A 2011 analysis by Bassok and Rorem found that the share of kindergarten days devoted to art and music had declined significantly between 1998 and 2010, replaced primarily by literacy and math instruction time. The irony: the activities being cut were the ones building the motor-executive function foundation that makes literacy and math instruction more effective.

The physical education data is similar. Carlson et al. (2013) found that physical activity — including fine and gross motor activities — predicted academic outcomes.
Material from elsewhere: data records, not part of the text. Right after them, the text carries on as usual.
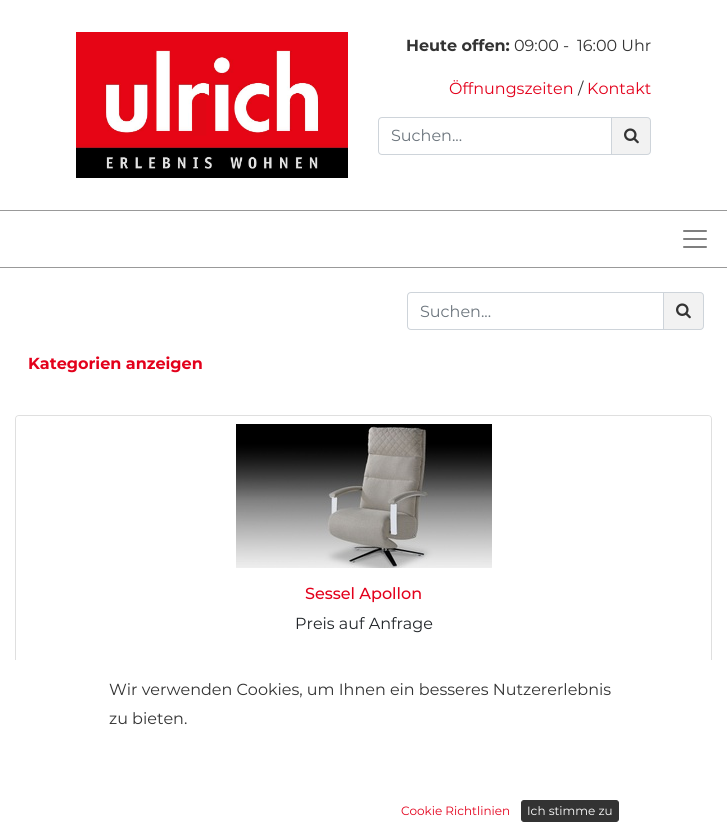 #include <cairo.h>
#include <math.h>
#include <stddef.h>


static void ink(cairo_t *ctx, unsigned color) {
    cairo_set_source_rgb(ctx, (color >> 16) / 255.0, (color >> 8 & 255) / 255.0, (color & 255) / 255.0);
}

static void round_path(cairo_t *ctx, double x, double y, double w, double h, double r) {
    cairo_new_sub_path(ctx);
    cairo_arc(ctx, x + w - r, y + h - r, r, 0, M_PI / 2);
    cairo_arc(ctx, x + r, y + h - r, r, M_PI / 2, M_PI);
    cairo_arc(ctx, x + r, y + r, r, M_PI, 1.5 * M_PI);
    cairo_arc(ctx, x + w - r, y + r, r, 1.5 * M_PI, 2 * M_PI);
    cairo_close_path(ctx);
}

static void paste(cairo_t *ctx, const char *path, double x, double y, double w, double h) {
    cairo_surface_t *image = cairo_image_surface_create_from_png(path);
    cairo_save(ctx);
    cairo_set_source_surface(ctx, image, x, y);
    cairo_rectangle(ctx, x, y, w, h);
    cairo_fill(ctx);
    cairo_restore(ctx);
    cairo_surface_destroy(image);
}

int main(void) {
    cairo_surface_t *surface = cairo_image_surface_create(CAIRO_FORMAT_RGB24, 727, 822);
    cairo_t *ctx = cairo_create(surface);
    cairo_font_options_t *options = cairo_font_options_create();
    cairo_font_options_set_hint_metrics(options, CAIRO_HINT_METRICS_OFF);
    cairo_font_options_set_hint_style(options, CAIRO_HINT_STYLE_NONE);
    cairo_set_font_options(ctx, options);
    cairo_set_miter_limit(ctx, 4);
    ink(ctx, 0xFFFFFF);
    cairo_paint(ctx);
    paste(ctx, "media/1.png", 76, 32, 272, 146);
    cairo_select_font_face(ctx, "Montserrat", CAIRO_FONT_SLANT_NORMAL, CAIRO_FONT_WEIGHT_BOLD);
    cairo_set_font_size(ctx, 16);
    ink(ctx, 0x333333);
    cairo_move_to(ctx, 406, 51);
    cairo_show_text(ctx, "Heute offen:");
    cairo_select_font_face(ctx, "Montserrat", CAIRO_FONT_SLANT_NORMAL, CAIRO_FONT_WEIGHT_NORMAL);
    cairo_move_to(ctx, 514, 51);
    cairo_show_text(ctx, "09:00 -");
    cairo_move_to(ctx, 577, 51);
    cairo_show_text(ctx, "16:00 Uhr");
    ink(ctx, 0xE3001B);
    cairo_move_to(ctx, 449, 94);
    cairo_show_text(ctx, "Öffnungszeiten");
    ink(ctx, 0x333333);
    cairo_move_to(ctx, 578, 94);
    cairo_show_text(ctx, "/");
    ink(ctx, 0xE3001B);
    cairo_move_to(ctx, 587, 94);
    cairo_show_text(ctx, "Kontakt");
    cairo_new_path(ctx);
    cairo_move_to(ctx, 382, 117.5);
    cairo_line_to(ctx, 611.5, 117.5);
    cairo_line_to(ctx, 611.5, 154.5);
    cairo_line_to(ctx, 382, 154.5);
    cairo_curve_to(ctx, 380, 154.5, 378.5, 153, 378.5, 151);
    cairo_line_to(ctx, 378.5, 121);
    cairo_curve_to(ctx, 378.5, 119, 380, 117.5, 382, 117.5);
    cairo_close_path(ctx);
    ink(ctx, 0xCED4DA);
    cairo_set_line_width(ctx, 1);
    cairo_stroke(ctx);
    ink(ctx, 0x6C757D);
    cairo_move_to(ctx, 391, 141);
    cairo_show_text(ctx, "Suchen...");
    ink(ctx, 0xF2F2F2);
    cairo_new_path(ctx);
    cairo_move_to(ctx, 611.5, 117.5);
    cairo_line_to(ctx, 647, 117.5);
    cairo_curve_to(ctx, 649, 117.5, 650.5, 119, 650.5, 121);
    cairo_line_to(ctx, 650.5, 151);
    cairo_curve_to(ctx, 650.5, 153, 649, 154.5, 647, 154.5);
    cairo_line_to(ctx, 611.5, 154.5);
    cairo_close_path(ctx);
    cairo_fill_preserve(ctx);
    ink(ctx, 0xCED4DA);
    cairo_stroke(ctx);
    paste(ctx, "media/2.png", 624, 128, 15, 16);
    ink(ctx, 0x999999);
    cairo_rectangle(ctx, 0, 210, 727, 1);
    cairo_fill(ctx);
    cairo_rectangle(ctx, 0, 267, 727, 1);
    cairo_fill(ctx);
    paste(ctx, "media/3.png", 683, 230, 24, 18);
    cairo_new_path(ctx);
    cairo_move_to(ctx, 411, 292.5);
    cairo_line_to(ctx, 663.5, 292.5);
    cairo_line_to(ctx, 663.5, 329.5);
    cairo_line_to(ctx, 411, 329.5);
    cairo_curve_to(ctx, 409, 329.5, 407.5, 328, 407.5, 326);
    cairo_line_to(ctx, 407.5, 296);
    cairo_curve_to(ctx, 407.5, 294, 409, 292.5, 411, 292.5);
    cairo_close_path(ctx);
    ink(ctx, 0xCED4DA);
    cairo_stroke(ctx);
    ink(ctx, 0x6C757D);
    cairo_move_to(ctx, 420, 317);
    cairo_show_text(ctx, "Suchen...");
    ink(ctx, 0xF2F2F2);
    cairo_new_path(ctx);
    cairo_move_to(ctx, 663.5, 292.5);
    cairo_line_to(ctx, 700, 292.5);
    cairo_curve_to(ctx, 702, 292.5, 703.5, 294, 703.5, 296);
    cairo_line_to(ctx, 703.5, 326);
    cairo_curve_to(ctx, 703.5, 328, 702, 329.5, 700, 329.5);
    cairo_line_to(ctx, 663.5, 329.5);
    cairo_close_path(ctx);
    cairo_fill_preserve(ctx);
    ink(ctx, 0xCED4DA);
    cairo_stroke(ctx);
    paste(ctx, "media/2.png", 676, 303, 15, 16);
    cairo_select_font_face(ctx, "Montserrat", CAIRO_FONT_SLANT_NORMAL, CAIRO_FONT_WEIGHT_BOLD);
    ink(ctx, 0xE3001B);
    cairo_move_to(ctx, 28, 369);
    cairo_show_text(ctx, "Kategorien anzeigen");
    round_path(ctx, 15.5, 415.5, 696, 257, 3.5);
    ink(ctx, 0xDFDFDF);
    cairo_stroke(ctx);
    cairo_set_source_rgba(ctx, 1, 1, 1, 0.9);
    cairo_new_path(ctx);
    cairo_move_to(ctx, 19, 416);
    cairo_line_to(ctx, 708, 416);
    cairo_curve_to(ctx, 709.5, 416, 711, 417.5, 711, 419);
    cairo_line_to(ctx, 711, 576);
    cairo_line_to(ctx, 16, 576);
    cairo_line_to(ctx, 16, 419);
    cairo_curve_to(ctx, 16, 417.5, 17.5, 416, 19, 416);
    cairo_close_path(ctx);
    cairo_fill(ctx);
    paste(ctx, "media/4.png", 236, 424, 256, 144);
    cairo_select_font_face(ctx, "Montserrat Medium", CAIRO_FONT_SLANT_NORMAL, CAIRO_FONT_WEIGHT_NORMAL);
    ink(ctx, 0xE3001B);
    cairo_move_to(ctx, 305, 599);
    cairo_show_text(ctx, "Sessel Apollon");
    cairo_select_font_face(ctx, "Montserrat", CAIRO_FONT_SLANT_NORMAL, CAIRO_FONT_WEIGHT_NORMAL);
    ink(ctx, 0x212529);
    cairo_move_to(ctx, 295, 629);
    cairo_show_text(ctx, "Preis auf Anfrage");
    ink(ctx, 0xFFFFFF);
    cairo_rectangle(ctx, 15, 660, 697, 13);
    cairo_fill(ctx);
    ink(ctx, 0x333333);
    cairo_move_to(ctx, 109, 695);
    cairo_show_text(ctx, "Wir verwenden Cookies, um Ihnen ein besseres Nutzererlebnis");
    cairo_move_to(ctx, 109, 724);
    cairo_show_text(ctx, "zu bieten.");
    cairo_set_font_size(ctx, 12);
    ink(ctx, 0xE3001B);
    cairo_move_to(ctx, 401, 815);
    cairo_show_text(ctx, "Cookie Richtlinien");
    ink(ctx, 0x333333);
    round_path(ctx, 521.5, 800.5, 97, 21, 2.5);
    cairo_fill_preserve(ctx);
    cairo_stroke(ctx);
    ink(ctx, 0xFFFFFF);
    cairo_move_to(ctx, 527, 815);
    cairo_show_text(ctx, "Ich stimme zu");
    cairo_surface_write_to_png(surface, "image.png");
    cairo_font_options_destroy(options);
    cairo_destroy(ctx);
    cairo_surface_destroy(surface);
    return 0;
}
Schools that have cut PE and recess are, from a developmental standpoint, removing activities that support the very academic goals the cuts are meant to serve.

How to Assess Your Child’s Fine Motor Skills at Home

These informal assessments won’t replace a professional evaluation, but they give you a useful snapshot.

Pencil grip (ages 4–5): Ask your child to write their name or draw a person. Watch how they hold the pencil. A mature tripod grip uses the thumb, index, and middle finger as a tripod, with the pencil resting on the web space. Fisted grips, lateral pinch grips (pencil on the side of the index finger), and grips with the ring or pinky finger gripping too are signs of immaturity. At 4, some immature grip patterns are normal. At 6, functional tripod is expected.

Scissor control (ages 4–6): Give the child safety scissors and a paper with a straight line, then a wavy line. At age 5, most children can cut along a straight line staying within 1 cm. At age 6, curved lines should be manageable. If scissor use is significantly more awkward than this, it’s worth noting.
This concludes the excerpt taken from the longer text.